### DATA SUPPLIED
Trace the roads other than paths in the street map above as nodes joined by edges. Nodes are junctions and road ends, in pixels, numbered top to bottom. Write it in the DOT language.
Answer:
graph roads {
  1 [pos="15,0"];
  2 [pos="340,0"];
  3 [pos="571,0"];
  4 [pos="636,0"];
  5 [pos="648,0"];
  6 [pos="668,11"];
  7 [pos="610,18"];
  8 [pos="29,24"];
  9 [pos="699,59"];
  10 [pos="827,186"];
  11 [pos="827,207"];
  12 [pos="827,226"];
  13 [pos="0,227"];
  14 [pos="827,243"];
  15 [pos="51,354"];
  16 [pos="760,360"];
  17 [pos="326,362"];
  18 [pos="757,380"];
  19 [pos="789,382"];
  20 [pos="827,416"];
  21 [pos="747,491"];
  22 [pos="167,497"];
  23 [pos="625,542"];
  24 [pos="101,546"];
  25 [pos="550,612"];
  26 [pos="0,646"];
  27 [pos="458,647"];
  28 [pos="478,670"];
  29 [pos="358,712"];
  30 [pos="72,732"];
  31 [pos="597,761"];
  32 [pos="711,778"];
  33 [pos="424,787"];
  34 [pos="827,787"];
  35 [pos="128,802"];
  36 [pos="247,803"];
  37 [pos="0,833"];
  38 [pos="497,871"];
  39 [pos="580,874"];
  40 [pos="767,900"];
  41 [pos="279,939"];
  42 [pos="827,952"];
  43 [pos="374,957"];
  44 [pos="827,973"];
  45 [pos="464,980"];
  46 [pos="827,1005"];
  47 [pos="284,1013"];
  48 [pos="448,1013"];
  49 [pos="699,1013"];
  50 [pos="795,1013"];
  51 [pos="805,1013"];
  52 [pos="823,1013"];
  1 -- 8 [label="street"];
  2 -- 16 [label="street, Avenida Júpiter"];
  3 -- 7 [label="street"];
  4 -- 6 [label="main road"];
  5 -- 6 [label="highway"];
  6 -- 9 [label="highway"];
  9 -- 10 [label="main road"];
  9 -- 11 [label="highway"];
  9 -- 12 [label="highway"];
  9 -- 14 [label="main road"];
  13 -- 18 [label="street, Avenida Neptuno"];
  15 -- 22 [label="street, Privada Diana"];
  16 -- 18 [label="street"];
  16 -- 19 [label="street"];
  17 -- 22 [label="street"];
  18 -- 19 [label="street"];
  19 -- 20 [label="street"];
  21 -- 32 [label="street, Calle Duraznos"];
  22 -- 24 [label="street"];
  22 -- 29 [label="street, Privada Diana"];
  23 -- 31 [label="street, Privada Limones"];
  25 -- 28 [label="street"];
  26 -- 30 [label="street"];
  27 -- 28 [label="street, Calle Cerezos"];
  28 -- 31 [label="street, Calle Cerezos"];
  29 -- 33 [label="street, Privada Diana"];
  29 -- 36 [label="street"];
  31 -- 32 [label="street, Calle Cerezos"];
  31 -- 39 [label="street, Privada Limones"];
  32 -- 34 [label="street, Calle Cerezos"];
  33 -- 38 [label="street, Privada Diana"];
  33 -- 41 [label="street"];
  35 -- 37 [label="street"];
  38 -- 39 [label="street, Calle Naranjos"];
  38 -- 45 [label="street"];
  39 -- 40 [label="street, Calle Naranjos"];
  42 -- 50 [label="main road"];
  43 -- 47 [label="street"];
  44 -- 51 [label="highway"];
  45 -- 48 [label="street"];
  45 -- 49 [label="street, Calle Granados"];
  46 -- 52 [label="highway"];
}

### PROMPT
Once the records have been read, print them all again exactly.

### RESPONSE
Trace the roads other than paths in the street map above as nodes joined by edges. Nodes are junctions and road ends, in pixels, numbered top to bottom. Write it in the DOT language.
Answer:
graph roads {
  1 [pos="15,0"];
  2 [pos="340,0"];
  3 [pos="571,0"];
  4 [pos="636,0"];
  5 [pos="648,0"];
  6 [pos="668,11"];
  7 [pos="610,18"];
  8 [pos="29,24"];
  9 [pos="699,59"];
  10 [pos="827,186"];
  11 [pos="827,207"];
  12 [pos="827,226"];
  13 [pos="0,227"];
  14 [pos="827,243"];
  15 [pos="51,354"];
  16 [pos="760,360"];
  17 [pos="326,362"];
  18 [pos="757,380"];
  19 [pos="789,382"];
  20 [pos="827,416"];
  21 [pos="747,491"];
  22 [pos="167,497"];
  23 [pos="625,542"];
  24 [pos="101,546"];
  25 [pos="550,612"];
  26 [pos="0,646"];
  27 [pos="458,647"];
  28 [pos="478,670"];
  29 [pos="358,712"];
  30 [pos="72,732"];
  31 [pos="597,761"];
  32 [pos="711,778"];
  33 [pos="424,787"];
  34 [pos="827,787"];
  35 [pos="128,802"];
  36 [pos="247,803"];
  37 [pos="0,833"];
  38 [pos="497,871"];
  39 [pos="580,874"];
  40 [pos="767,900"];
  41 [pos="279,939"];
  42 [pos="827,952"];
  43 [pos="374,957"];
  44 [pos="827,973"];
  45 [pos="464,980"];
  46 [pos="827,1005"];
  47 [pos="284,1013"];
  48 [pos="448,1013"];
  49 [pos="699,1013"];
  50 [pos="795,1013"];
  51 [pos="805,1013"];
  52 [pos="823,1013"];
  1 -- 8 [label="street"];
  2 -- 16 [label="street, Avenida Júpiter"];
  3 -- 7 [label="street"];
  4 -- 6 [label="main road"];
  5 -- 6 [label="highway"];
  6 -- 9 [label="highway"];
  9 -- 10 [label="main road"];
  9 -- 11 [label="highway"];
  9 -- 12 [label="highway"];
  9 -- 14 [label="main road"];
  13 -- 18 [label="street, Avenida Neptuno"];
  15 -- 22 [label="street, Privada Diana"];
  16 -- 18 [label="street"];
  16 -- 19 [label="street"];
  17 -- 22 [label="street"];
  18 -- 19 [label="street"];
  19 -- 20 [label="street"];
  21 -- 32 [label="street, Calle Duraznos"];
  22 -- 24 [label="street"];
  22 -- 29 [label="street, Privada Diana"];
  23 -- 31 [label="street, Privada Limones"];
  25 -- 28 [label="street"];
  26 -- 30 [label="street"];
  27 -- 28 [label="street, Calle Cerezos"];
  28 -- 31 [label="street, Calle Cerezos"];
  29 -- 33 [label="street, Privada Diana"];
  29 -- 36 [label="street"];
  31 -- 32 [label="street, Calle Cerezos"];
  31 -- 39 [label="street, Privada Limones"];
  32 -- 34 [label="street, Calle Cerezos"];
  33 -- 38 [label="street, Privada Diana"];
  33 -- 41 [label="street"];
  35 -- 37 [label="street"];
  38 -- 39 [label="street, Calle Naranjos"];
  38 -- 45 [label="street"];
  39 -- 40 [label="street, Calle Naranjos"];
  42 -- 50 [label="main road"];
  43 -- 47 [label="street"];
  44 -- 51 [label="highway"];
  45 -- 48 [label="street"];
  45 -- 49 [label="street, Calle Granados"];
  46 -- 52 [label="highway"];
}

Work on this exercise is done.